Some of this is not S.’s fault. The sources for the period are either lacking or very untrustworthy; it is hard to pin down campaigns, battles and deaths to specific years; and from the start of this particular volume the empire essentially splits into two, making it all the more difficult to pull together a comprehensive and coherent narrative of East Rome and West Rome.
This volume begins with the fall of Rome (457). Though the city would still boast a ruler, from now on West and East Rome were not equals. The three emperors whose reigns dominate this period—Leo I (457-474), Zeno (474-491) and Anastasius (491-518)—ruled from Constantinople, as did all their successors.

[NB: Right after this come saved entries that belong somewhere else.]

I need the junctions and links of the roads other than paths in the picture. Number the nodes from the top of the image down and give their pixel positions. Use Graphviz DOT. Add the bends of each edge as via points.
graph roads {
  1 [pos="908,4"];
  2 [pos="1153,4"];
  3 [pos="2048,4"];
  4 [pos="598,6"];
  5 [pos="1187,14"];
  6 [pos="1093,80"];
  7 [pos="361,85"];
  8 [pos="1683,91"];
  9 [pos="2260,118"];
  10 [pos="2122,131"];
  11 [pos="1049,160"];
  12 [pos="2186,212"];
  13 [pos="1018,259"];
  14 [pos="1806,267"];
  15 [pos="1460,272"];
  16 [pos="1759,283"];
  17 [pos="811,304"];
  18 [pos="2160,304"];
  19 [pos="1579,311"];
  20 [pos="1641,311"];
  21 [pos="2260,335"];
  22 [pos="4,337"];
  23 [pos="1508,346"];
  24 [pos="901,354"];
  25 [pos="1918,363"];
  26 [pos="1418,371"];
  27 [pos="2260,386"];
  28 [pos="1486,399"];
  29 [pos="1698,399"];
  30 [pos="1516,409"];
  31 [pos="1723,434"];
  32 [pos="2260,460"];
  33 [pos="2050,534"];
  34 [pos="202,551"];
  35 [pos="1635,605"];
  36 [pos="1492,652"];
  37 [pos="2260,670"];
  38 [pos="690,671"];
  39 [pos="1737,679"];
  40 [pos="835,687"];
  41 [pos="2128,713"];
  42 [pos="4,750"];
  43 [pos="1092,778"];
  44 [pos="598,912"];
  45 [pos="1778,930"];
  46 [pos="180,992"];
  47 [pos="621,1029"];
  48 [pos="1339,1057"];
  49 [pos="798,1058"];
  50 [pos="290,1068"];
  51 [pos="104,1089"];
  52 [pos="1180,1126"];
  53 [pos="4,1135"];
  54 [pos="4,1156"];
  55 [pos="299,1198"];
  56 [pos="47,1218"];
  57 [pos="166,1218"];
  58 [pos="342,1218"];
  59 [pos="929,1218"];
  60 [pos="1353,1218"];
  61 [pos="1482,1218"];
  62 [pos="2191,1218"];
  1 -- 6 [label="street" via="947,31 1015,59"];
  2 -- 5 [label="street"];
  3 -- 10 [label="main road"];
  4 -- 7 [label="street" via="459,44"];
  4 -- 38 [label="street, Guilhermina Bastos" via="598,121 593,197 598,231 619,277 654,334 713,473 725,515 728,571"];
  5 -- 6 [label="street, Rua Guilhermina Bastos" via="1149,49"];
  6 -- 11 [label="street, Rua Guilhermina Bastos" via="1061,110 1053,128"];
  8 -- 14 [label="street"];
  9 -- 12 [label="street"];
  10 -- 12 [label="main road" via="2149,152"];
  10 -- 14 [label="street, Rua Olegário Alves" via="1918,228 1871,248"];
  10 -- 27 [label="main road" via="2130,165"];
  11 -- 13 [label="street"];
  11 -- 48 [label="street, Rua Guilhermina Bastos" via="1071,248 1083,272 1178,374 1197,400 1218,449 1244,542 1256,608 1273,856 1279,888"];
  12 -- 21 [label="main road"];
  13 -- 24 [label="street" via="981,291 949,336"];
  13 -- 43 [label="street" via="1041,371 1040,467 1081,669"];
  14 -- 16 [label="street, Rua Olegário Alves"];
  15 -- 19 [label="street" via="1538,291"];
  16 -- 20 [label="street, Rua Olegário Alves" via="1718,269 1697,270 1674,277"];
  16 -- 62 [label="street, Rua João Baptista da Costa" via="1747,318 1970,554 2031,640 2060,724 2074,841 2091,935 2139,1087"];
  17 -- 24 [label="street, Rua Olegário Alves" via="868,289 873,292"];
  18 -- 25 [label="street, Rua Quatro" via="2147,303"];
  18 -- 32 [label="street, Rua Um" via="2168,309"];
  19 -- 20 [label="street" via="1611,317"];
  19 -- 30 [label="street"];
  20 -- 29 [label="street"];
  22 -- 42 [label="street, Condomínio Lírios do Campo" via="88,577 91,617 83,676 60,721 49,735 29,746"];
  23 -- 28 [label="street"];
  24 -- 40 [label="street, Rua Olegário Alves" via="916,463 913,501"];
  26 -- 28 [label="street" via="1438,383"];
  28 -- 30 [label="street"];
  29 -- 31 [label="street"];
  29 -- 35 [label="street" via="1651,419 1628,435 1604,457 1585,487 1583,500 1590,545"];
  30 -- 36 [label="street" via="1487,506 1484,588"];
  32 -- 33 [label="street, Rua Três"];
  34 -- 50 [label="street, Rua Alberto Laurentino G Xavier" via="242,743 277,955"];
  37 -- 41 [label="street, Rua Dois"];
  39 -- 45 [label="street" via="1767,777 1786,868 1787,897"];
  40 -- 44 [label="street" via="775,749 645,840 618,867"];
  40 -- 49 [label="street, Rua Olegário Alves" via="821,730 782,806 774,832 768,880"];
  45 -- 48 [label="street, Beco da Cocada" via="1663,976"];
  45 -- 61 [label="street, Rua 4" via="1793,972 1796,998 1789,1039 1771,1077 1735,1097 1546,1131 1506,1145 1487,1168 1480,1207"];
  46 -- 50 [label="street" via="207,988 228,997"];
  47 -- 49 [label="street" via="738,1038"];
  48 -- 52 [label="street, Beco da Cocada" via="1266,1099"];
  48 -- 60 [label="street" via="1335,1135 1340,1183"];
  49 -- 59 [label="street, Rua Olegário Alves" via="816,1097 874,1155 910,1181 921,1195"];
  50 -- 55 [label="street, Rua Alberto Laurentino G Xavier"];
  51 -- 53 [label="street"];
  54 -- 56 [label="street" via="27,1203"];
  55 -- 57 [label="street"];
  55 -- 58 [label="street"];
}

Leo had to deal with no fewer than seven western emperors, none of them capable of organising or financing any serious defence against Rome’s enemies. Territory was steadily lost in Gaul, Spain and along the Danube until rival chieftains with mercenary armies fought across Italy itself. Often former Roman units fought on each side: as Rome finally fell, its army commanded by German officers were fighting Visigoths commanded by a native Roman.
Zeno (who like any serious celeb had jettisoned his clunkier name Tarasicodissa Rousoumbladeotes) was an Isaurian who struggled to fend off rival claimants at home and had to cope with serious unrest in Dalmatia and Thrace; further east there was trouble from Persia and the tribes of the Caucasus. His reign was also marked by a major religious row, a bitter dispute between the Chalcedonians and the Monophysites in Rome, Alexandria and Constantinople. The Henoticon (482), his careful compromise with the Eastern bishops, led in fact to a thirty-year long schism between the different churches.
Anastasius was the most successful of the three, unusually dying aged 88 or 90 in his bed. S. gives him credit for sound administration, an effective tax policy, and the opening of trade routes through the Red Sea to India and Africa. His relatively stable 27-year reign laid much of the ground for Justin and in turn his brilliant nephew Justinian.
Around them we meet a colourful cast of characters: Timothy the Weasel, John the Hunchback and John the Scythian, the Popes Hilarius and Simplicius, Theoderic the Amal, Tumul the Lord of the Bedchamber, Cyril of the Sleepless Monks. And the battles they fought were huge, involving thousands of troops. Here S. comes into his own, sketching for us the likely shape of the major battles and sieges: the details of the forces on each side, the tactics used, the importance of cavalry, the changing technology of warfare (ships fired ‘elemental sulphur’ at the enemy). Students of militaria can dig deep into Orleans (463), Bergamo (464), Serdica (modern Sofia 466), Cape Bon (468), Dyrrachium (477), Verona (489), Addua (490), Apadna (503), Vouille (507), Acrae (515) and Adrianople (517).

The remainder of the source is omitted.